**WORK TASK**
Count every line in this listing that has "VOLUNTÁRIOS". Reply with only the total.

**PROVIDED DATA**
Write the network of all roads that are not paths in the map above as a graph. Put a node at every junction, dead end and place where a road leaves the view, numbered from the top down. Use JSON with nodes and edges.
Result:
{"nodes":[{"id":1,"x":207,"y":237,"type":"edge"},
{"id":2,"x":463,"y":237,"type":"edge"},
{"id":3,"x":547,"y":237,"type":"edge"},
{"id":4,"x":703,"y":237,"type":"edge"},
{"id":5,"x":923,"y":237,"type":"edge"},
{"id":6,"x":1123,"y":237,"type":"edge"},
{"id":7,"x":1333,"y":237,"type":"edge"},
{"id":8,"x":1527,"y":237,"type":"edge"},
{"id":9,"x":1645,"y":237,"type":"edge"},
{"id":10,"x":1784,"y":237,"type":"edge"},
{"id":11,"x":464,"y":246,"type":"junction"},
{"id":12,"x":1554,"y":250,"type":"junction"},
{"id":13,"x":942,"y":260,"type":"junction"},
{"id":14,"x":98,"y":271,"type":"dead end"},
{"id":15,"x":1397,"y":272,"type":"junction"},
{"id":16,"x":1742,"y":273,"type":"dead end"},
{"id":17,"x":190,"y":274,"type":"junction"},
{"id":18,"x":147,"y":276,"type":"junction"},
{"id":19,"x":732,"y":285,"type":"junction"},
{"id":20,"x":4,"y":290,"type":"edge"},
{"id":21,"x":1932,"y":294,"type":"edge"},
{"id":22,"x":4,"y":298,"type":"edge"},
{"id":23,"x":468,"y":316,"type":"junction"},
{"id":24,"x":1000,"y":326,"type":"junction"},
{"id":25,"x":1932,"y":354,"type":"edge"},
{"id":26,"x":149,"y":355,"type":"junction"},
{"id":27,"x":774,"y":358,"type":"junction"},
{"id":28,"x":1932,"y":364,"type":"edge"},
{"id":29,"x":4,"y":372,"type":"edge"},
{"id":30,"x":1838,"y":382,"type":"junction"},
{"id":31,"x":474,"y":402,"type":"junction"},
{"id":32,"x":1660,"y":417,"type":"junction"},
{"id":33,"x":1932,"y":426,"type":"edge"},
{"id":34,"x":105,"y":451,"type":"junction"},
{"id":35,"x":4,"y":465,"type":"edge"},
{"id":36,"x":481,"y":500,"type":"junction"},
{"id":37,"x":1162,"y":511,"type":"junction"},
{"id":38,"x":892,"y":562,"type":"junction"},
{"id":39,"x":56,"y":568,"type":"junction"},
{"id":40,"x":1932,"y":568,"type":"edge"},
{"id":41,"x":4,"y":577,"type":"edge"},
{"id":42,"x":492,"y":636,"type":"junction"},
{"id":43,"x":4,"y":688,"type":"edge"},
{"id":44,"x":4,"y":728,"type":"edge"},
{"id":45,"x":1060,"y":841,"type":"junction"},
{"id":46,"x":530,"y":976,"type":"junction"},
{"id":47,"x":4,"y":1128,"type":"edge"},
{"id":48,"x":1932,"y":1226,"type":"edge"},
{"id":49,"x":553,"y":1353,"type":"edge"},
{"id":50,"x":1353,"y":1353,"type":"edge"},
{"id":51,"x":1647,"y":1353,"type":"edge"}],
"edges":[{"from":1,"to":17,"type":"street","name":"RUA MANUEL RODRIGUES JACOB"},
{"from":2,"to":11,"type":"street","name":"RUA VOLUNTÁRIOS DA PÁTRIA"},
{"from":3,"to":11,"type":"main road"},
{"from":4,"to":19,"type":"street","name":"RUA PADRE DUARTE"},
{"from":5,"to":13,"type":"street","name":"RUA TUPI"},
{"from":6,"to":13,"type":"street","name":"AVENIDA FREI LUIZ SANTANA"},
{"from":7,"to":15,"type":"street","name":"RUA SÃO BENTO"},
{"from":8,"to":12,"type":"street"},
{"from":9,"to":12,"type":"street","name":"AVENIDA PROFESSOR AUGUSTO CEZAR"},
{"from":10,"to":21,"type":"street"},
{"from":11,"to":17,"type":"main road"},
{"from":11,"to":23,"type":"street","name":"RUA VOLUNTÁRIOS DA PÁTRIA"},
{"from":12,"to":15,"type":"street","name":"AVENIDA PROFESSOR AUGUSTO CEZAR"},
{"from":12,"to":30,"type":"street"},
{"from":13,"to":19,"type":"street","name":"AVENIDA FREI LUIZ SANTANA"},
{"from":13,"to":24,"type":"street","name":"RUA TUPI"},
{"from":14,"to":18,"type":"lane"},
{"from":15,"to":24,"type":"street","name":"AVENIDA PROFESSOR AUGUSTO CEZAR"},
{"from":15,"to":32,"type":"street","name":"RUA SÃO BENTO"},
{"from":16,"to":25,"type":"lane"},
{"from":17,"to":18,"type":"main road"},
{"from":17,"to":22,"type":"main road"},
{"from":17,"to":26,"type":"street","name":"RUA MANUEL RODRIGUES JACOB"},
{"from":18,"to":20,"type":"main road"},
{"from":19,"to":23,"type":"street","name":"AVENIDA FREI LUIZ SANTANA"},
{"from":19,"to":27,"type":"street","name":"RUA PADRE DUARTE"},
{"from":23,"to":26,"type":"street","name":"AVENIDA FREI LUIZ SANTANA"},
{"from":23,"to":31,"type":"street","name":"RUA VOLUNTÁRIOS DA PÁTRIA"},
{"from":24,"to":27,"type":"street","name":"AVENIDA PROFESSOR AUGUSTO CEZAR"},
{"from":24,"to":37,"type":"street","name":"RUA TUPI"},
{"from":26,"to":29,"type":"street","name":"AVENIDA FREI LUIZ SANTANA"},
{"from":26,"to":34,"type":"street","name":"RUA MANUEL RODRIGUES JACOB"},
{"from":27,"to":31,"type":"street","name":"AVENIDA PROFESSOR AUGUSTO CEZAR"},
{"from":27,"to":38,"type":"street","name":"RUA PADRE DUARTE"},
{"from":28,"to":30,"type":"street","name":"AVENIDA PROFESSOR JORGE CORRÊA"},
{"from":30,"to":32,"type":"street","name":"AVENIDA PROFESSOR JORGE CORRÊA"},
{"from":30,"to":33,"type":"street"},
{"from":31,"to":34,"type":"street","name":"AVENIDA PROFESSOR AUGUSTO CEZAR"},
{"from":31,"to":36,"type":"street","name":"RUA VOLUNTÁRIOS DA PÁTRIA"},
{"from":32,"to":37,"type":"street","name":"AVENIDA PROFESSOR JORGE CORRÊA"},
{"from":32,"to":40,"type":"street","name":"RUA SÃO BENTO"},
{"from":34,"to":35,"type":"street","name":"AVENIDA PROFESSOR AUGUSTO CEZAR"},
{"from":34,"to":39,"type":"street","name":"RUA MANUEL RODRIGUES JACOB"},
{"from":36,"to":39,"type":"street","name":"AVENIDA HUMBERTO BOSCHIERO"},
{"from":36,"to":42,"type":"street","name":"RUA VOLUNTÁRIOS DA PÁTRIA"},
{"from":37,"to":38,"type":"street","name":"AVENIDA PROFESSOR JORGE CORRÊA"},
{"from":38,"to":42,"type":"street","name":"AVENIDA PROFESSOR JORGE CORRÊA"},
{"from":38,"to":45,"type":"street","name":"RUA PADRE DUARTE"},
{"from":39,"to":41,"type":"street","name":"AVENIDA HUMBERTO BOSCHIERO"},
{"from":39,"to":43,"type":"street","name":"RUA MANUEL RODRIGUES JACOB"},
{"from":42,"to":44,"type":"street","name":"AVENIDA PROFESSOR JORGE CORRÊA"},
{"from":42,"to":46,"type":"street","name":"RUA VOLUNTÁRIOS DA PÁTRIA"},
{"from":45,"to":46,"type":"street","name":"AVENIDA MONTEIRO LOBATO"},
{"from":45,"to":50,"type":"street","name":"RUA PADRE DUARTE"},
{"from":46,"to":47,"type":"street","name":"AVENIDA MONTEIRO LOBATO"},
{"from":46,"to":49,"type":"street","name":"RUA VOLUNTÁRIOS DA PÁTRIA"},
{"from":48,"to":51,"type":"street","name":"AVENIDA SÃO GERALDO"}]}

**RESULT OF THE TASK**
7